— What you will do —
Print the line containing "Please mark all" and every later line of the records. Keep each one exactly as given, ending with the last.

[Stored data entries]
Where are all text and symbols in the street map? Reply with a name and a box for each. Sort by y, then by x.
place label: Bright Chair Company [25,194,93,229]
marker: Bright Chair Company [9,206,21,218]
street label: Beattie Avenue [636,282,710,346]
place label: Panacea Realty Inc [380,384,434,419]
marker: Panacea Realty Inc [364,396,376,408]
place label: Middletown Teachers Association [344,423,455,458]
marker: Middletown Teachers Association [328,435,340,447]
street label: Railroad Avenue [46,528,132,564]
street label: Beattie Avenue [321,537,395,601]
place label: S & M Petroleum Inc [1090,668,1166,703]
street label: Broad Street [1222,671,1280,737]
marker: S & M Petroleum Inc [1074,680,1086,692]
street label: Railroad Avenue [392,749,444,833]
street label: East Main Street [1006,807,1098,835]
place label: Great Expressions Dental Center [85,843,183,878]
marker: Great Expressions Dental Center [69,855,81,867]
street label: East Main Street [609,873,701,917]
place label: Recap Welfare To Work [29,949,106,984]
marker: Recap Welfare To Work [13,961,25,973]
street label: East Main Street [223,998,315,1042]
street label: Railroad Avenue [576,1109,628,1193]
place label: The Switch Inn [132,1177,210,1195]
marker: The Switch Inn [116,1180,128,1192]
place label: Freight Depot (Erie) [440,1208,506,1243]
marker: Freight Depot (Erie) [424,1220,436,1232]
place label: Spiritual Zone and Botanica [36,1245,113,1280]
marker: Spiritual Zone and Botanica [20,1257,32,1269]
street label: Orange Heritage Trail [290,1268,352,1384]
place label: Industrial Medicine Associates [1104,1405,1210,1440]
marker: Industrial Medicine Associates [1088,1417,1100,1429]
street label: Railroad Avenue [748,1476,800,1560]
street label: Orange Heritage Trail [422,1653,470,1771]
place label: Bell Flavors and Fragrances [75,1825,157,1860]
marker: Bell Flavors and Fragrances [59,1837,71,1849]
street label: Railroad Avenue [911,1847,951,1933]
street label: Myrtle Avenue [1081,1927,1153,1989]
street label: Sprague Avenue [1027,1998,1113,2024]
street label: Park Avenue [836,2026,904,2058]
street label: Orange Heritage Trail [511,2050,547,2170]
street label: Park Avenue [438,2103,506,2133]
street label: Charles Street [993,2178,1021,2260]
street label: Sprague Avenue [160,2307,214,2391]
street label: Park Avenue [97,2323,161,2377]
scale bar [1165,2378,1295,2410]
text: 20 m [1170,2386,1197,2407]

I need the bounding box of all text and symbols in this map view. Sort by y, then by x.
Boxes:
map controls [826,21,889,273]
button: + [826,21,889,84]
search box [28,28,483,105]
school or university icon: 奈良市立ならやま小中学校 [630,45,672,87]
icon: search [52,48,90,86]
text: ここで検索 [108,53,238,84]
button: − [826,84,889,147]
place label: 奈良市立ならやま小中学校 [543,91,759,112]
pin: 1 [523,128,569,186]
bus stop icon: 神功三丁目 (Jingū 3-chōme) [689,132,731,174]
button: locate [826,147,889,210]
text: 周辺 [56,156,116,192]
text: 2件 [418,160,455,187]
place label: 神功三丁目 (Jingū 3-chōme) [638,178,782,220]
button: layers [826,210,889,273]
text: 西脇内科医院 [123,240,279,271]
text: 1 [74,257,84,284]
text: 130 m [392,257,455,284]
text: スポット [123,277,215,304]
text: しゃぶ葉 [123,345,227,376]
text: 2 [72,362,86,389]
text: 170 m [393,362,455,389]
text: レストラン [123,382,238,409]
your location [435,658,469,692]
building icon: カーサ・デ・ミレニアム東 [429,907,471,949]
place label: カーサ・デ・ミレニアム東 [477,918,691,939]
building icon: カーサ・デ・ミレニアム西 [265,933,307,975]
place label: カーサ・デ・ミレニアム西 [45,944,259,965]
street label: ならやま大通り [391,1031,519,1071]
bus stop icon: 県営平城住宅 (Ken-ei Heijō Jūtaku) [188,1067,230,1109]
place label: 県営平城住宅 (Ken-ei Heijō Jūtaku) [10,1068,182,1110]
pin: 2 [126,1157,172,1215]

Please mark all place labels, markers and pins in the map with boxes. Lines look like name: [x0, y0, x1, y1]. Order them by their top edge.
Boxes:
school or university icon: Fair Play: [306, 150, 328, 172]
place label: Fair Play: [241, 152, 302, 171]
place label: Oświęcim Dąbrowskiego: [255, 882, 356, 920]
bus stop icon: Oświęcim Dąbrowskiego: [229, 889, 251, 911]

— Reply to the task —
Please mark all place labels, markers and pins in the map with boxes. Lines look like name: [x0, y0, x1, y1]. Order them by their top edge.
Boxes:
school or university icon: Fair Play: [306, 150, 328, 172]
place label: Fair Play: [241, 152, 302, 171]
place label: Oświęcim Dąbrowskiego: [255, 882, 356, 920]
bus stop icon: Oświęcim Dąbrowskiego: [229, 889, 251, 911]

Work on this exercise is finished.